▶ WHAT IS REQUIRED
Find and copy each line of the records where the string "Весняна" shows up.

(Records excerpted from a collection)
· · · ·

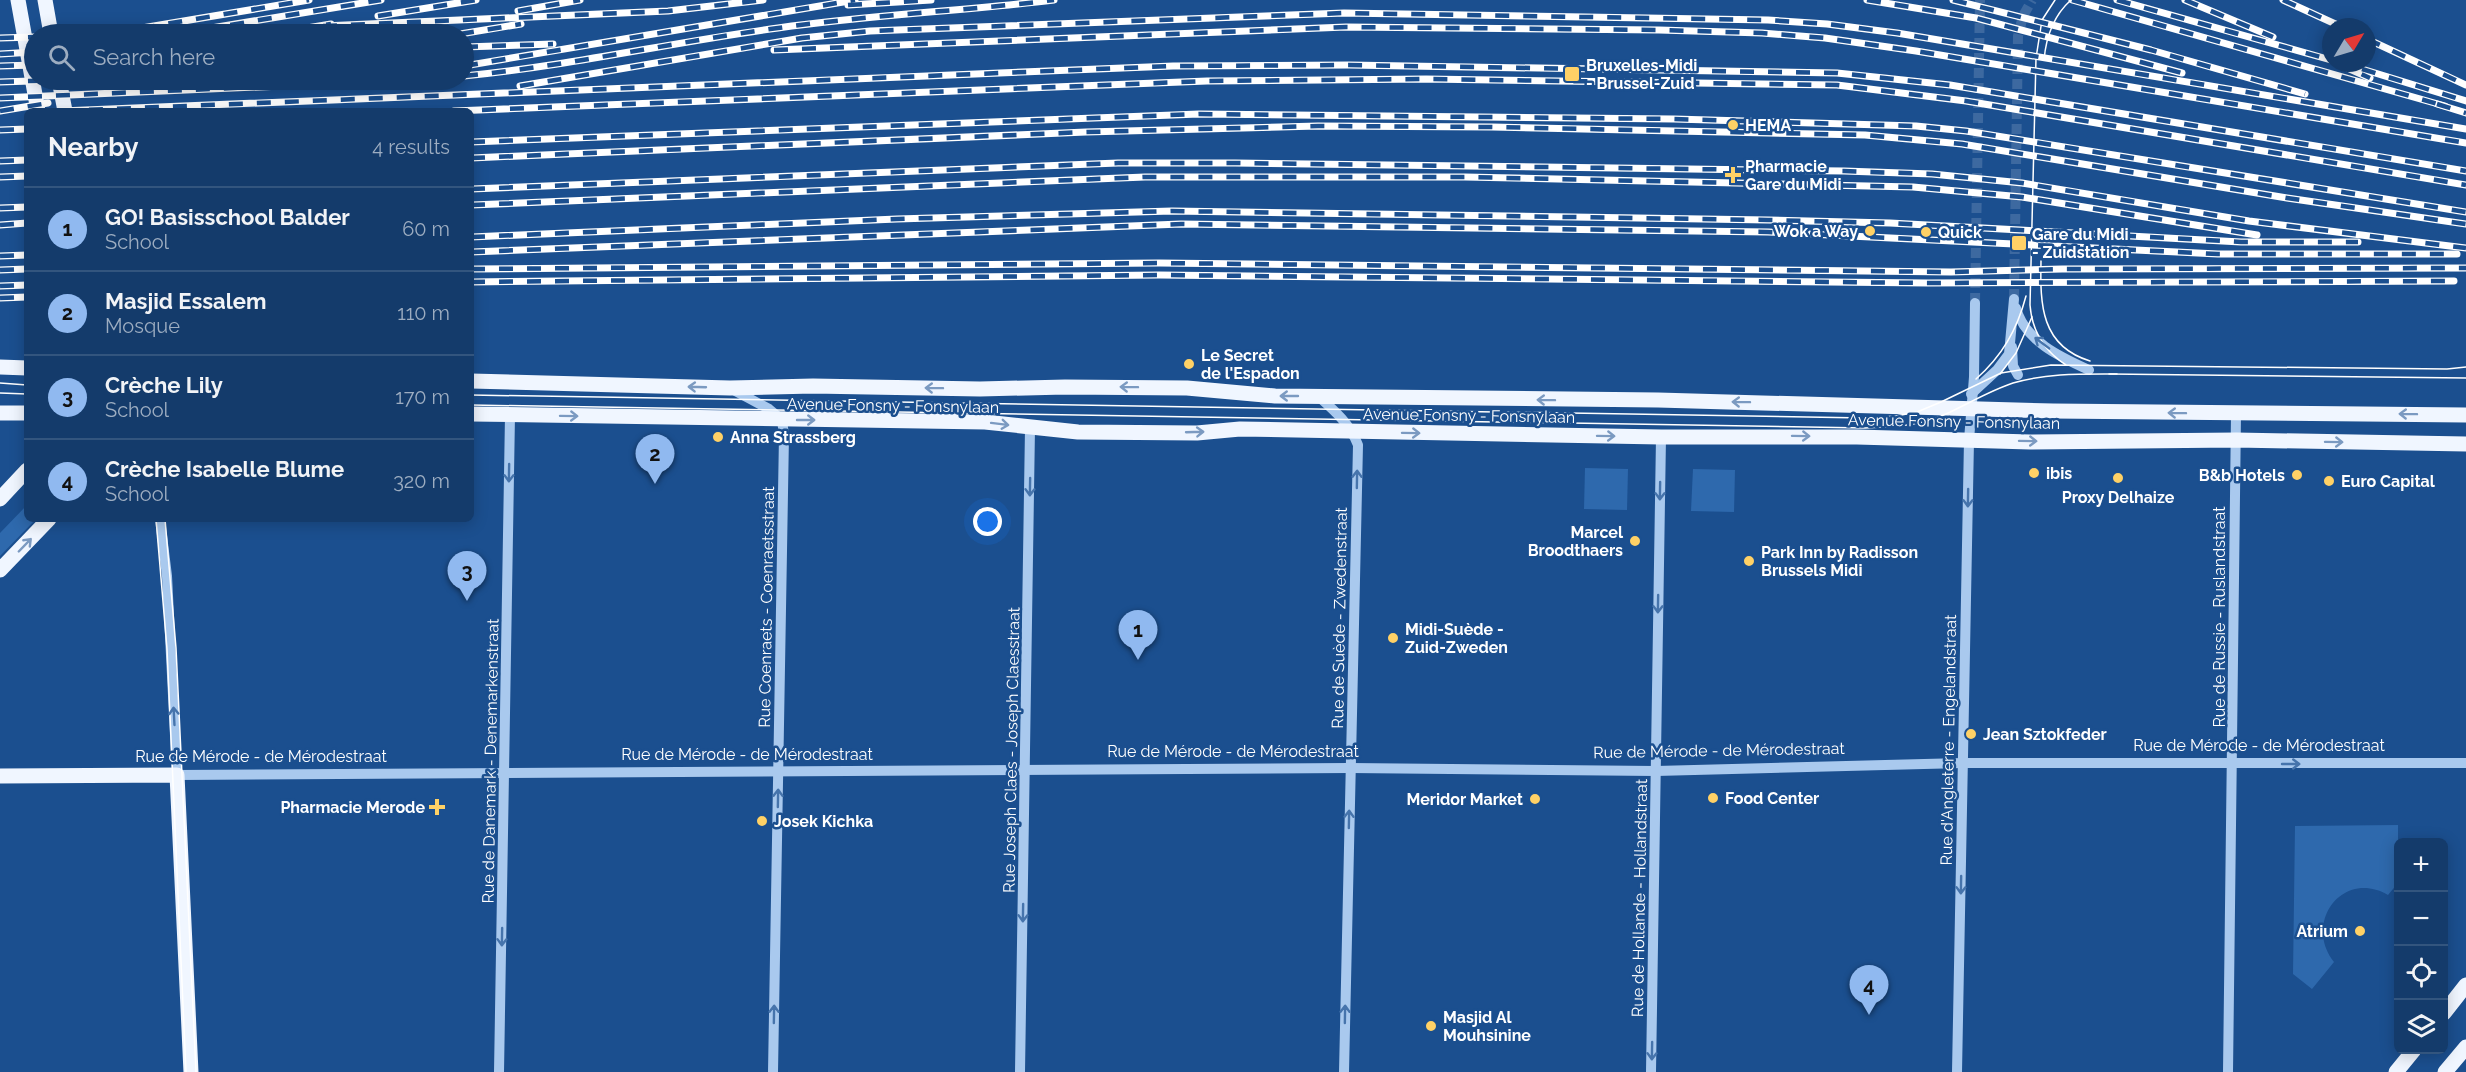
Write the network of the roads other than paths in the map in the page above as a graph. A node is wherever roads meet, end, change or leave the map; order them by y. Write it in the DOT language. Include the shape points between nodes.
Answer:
graph roads {
  1 [pos="18,0"];
  2 [pos="45,0"];
  3 [pos="49,24"];
  4 [pos="24,33"];
  5 [pos="34,90"];
  6 [pos="61,90"];
  7 [pos="37,108"];
  8 [pos="64,108"];
  9 [pos="1975,303"];
  10 [pos="2012,335"];
  11 [pos="0,368"];
  12 [pos="24,369"];
  13 [pos="2089,370"];
  14 [pos="2018,375"];
  15 [pos="474,381"];
  16 [pos="730,388"];
  17 [pos="1318,396"];
  18 [pos="1971,401"];
  19 [pos="24,412"];
  20 [pos="0,413"];
  21 [pos="474,414"];
  22 [pos="2236,414"];
  23 [pos="510,415"];
  24 [pos="2466,415"];
  25 [pos="782,420"];
  26 [pos="1030,428"];
  27 [pos="1352,431"];
  28 [pos="1661,437"];
  29 [pos="1969,440"];
  30 [pos="2236,440"];
  31 [pos="2466,444"];
  32 [pos="24,474"];
  33 [pos="0,499"];
  34 [pos="47,522"];
  35 [pos="160,522"];
  36 [pos="0,570"];
  37 [pos="1963,763"];
  38 [pos="2466,763"];
  39 [pos="2233,764"];
  40 [pos="1350,768"];
  41 [pos="1025,769"];
  42 [pos="1656,771"];
  43 [pos="778,772"];
  44 [pos="505,773"];
  45 [pos="177,775"];
  46 [pos="0,776"];
  47 [pos="2466,985"];
  48 [pos="2448,1008"];
  49 [pos="2466,1047"];
  50 [pos="2411,1054"];
  51 [pos="191,1072"];
  52 [pos="499,1072"];
  53 [pos="773,1072"];
  54 [pos="1020,1072"];
  55 [pos="1344,1072"];
  56 [pos="1651,1072"];
  57 [pos="1957,1072"];
  58 [pos="2228,1072"];
  59 [pos="2396,1072"];
  60 [pos="2445,1072"];
  1 -- 4 [label="main road"];
  2 -- 3 [label="main road"];
  5 -- 7 [label="main road"];
  6 -- 8 [label="main road"];
  9 -- 18 [label="street, Rue d'Angleterre - Engelandstraat"];
  13 -- 10 [label="street, one-way" via="2060,356 2027,332 2019,320 2014,299"];
  10 -- 14 [label="street" via="2013,366"];
  10 -- 18 [label="street" via="2009,354"];
  11 -- 12 [label="main road"];
  16 -- 15 [label="main road, Avenue Fonsny - Fonsnylaan, one-way"];
  17 -- 16 [label="main road, Avenue Fonsny - Fonsnylaan, one-way" via="1187,388"];
  16 -- 25 [label="street"];
  18 -- 17 [label="main road, Avenue Fonsny - Fonsnylaan, one-way"];
  17 -- 27 [label="street"];
  22 -- 18 [label="main road, Avenue Fonsny - Fonsnylaan, one-way"];
  18 -- 29 [label="street, Rue d'Angleterre - Engelandstraat"];
  19 -- 20 [label="main road"];
  21 -- 23 [label="main road, Avenue Fonsny - Fonsnylaan"];
  24 -- 22 [label="main road, Avenue Fonsny - Fonsnylaan, one-way"];
  22 -- 30 [label="street, Rue de Russie - Ruslandstraat"];
  23 -- 25 [label="main road, Avenue Fonsny - Fonsnylaan, one-way"];
  23 -- 44 [label="street, Rue de Danemark - Denemarkenstraat, one-way"];
  25 -- 26 [label="main road, Avenue Fonsny - Fonsnylaan, one-way" via="985,422"];
  25 -- 43 [label="street, Rue Coenraets - Coenraetsstraat"];
  26 -- 27 [label="main road, Avenue Fonsny - Fonsnylaan, one-way" via="1089,432"];
  26 -- 41 [label="street, Rue Joseph Claes - Joseph Claesstraat, one-way"];
  27 -- 28 [label="main road, Avenue Fonsny - Fonsnylaan, one-way"];
  40 -- 27 [label="street, Rue de Suède - Zwedenstraat, one-way" via="1358,452"];
  28 -- 29 [label="main road, Avenue Fonsny - Fonsnylaan, one-way"];
  28 -- 42 [label="street, Rue de Hollande - Hollandstraat, one-way"];
  29 -- 30 [label="main road, Avenue Fonsny - Fonsnylaan, one-way"];
  29 -- 37 [label="street, Rue d'Angleterre - Engelandstraat, one-way"];
  30 -- 31 [label="main road, Avenue Fonsny - Fonsnylaan, one-way"];
  30 -- 39 [label="street, Rue de Russie - Ruslandstraat"];
  32 -- 33 [label="main road"];
  36 -- 34 [label="main road, one-way"];
  45 -- 35 [label="street, one-way" via="168,586"];
  37 -- 39 [label="street, Rue de Mérode - de Mérodestraat"];
  37 -- 42 [label="street, Rue de Mérode - de Mérodestraat"];
  37 -- 57 [label="street, Rue d'Angleterre - Engelandstraat, one-way"];
  39 -- 38 [label="street, Rue de Mérode - de Mérodestraat, one-way"];
  39 -- 58 [label="street, Rue de Russie - Ruslandstraat"];
  40 -- 41 [label="street, Rue de Mérode - de Mérodestraat"];
  40 -- 42 [label="street, Rue de Mérode - de Mérodestraat"];
  55 -- 40 [label="street, Rue de Suède - Zwedenstraat, one-way"];
  41 -- 43 [label="street, Rue de Mérode - de Mérodestraat"];
  41 -- 54 [label="street, Rue Joseph Claes - Joseph Claesstraat, one-way"];
  42 -- 56 [label="street, Rue de Hollande - Hollandstraat, one-way"];
  43 -- 44 [label="street, Rue de Mérode - de Mérodestraat"];
  53 -- 43 [label="street, Rue Coenraets - Coenraetsstraat, one-way"];
  44 -- 45 [label="street, Rue de Mérode - de Mérodestraat"];
  44 -- 52 [label="street, Rue de Danemark - Denemarkenstraat, one-way"];
  45 -- 46 [label="main road, Rue de Mérode - de Mérodestraat"];
  45 -- 51 [label="main road"];
  47 -- 48 [label="main road"];
  49 -- 60 [label="main road"];
  50 -- 59 [label="main road"];
}
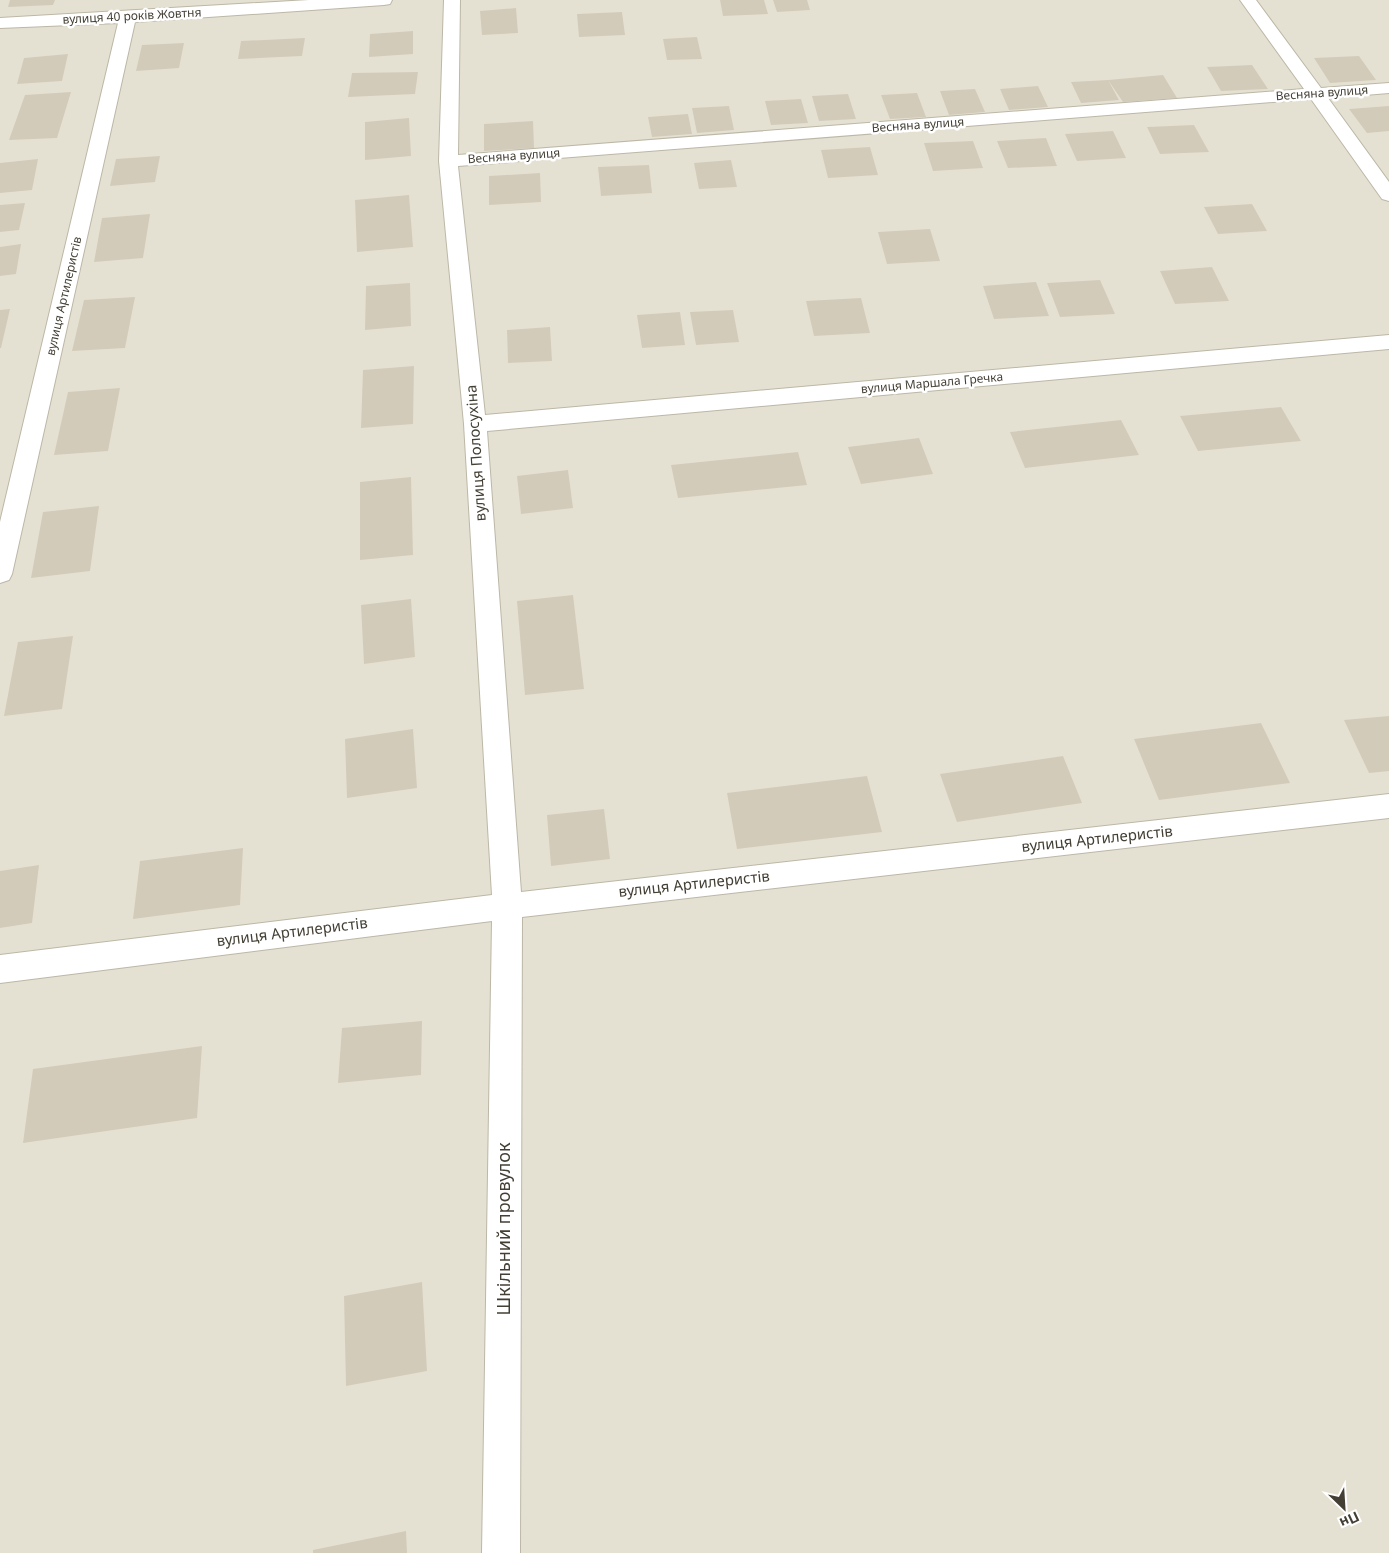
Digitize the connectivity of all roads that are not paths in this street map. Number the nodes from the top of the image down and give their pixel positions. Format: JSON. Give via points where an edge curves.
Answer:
{"nodes":[{"id":1,"x":93,"y":0,"type":"edge"},
{"id":2,"x":384,"y":0,"type":"edge"},
{"id":3,"x":452,"y":0,"type":"edge"},
{"id":4,"x":1248,"y":0,"type":"edge"},
{"id":5,"x":128,"y":17,"type":"junction"},
{"id":6,"x":89,"y":18,"type":"junction"},
{"id":7,"x":0,"y":23,"type":"edge"},
{"id":8,"x":1389,"y":88,"type":"edge"},
{"id":9,"x":1317,"y":94,"type":"junction"},
{"id":10,"x":448,"y":161,"type":"junction"},
{"id":11,"x":1389,"y":195,"type":"edge"},
{"id":12,"x":1389,"y":342,"type":"edge"},
{"id":13,"x":474,"y":424,"type":"junction"},
{"id":14,"x":0,"y":574,"type":"edge"},
{"id":15,"x":1389,"y":806,"type":"edge"},
{"id":16,"x":507,"y":906,"type":"junction"},
{"id":17,"x":0,"y":969,"type":"edge"},
{"id":18,"x":501,"y":1553,"type":"edge"}],
"edges":[{"from":1,"to":6,"type":"street"},
{"from":2,"to":5,"type":"street","name":"вулиця 40 років Жовтня"},
{"from":3,"to":10,"type":"street","name":"вулиця Полосухіна"},
{"from":4,"to":9,"type":"street"},
{"from":5,"to":6,"type":"street","name":"вулиця 40 років Жовтня"},
{"from":5,"to":14,"type":"street","name":"вулиця Артилеристів"},
{"from":6,"to":7,"type":"street","name":"вулиця 40 років Жовтня"},
{"from":8,"to":9,"type":"street","name":"Весняна вулиця"},
{"from":9,"to":10,"type":"street","name":"Весняна вулиця"},
{"from":9,"to":11,"type":"street"},
{"from":10,"to":13,"type":"street","name":"вулиця Полосухіна"},
{"from":12,"to":13,"type":"street","name":"вулиця Маршала Гречка"},
{"from":13,"to":16,"type":"street","name":"вулиця Полосухіна"},
{"from":15,"to":16,"type":"street","name":"вулиця Артилеристів"},
{"from":16,"to":17,"type":"street","name":"вулиця Артилеристів"},
{"from":16,"to":18,"type":"street","name":"Шкільний провулок"}]}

· · · ·

▶ SOLUTION TO THIS EXERCISE
{"from":8,"to":9,"type":"street","name":"Весняна вулиця"},
{"from":9,"to":10,"type":"street","name":"Весняна вулиця"},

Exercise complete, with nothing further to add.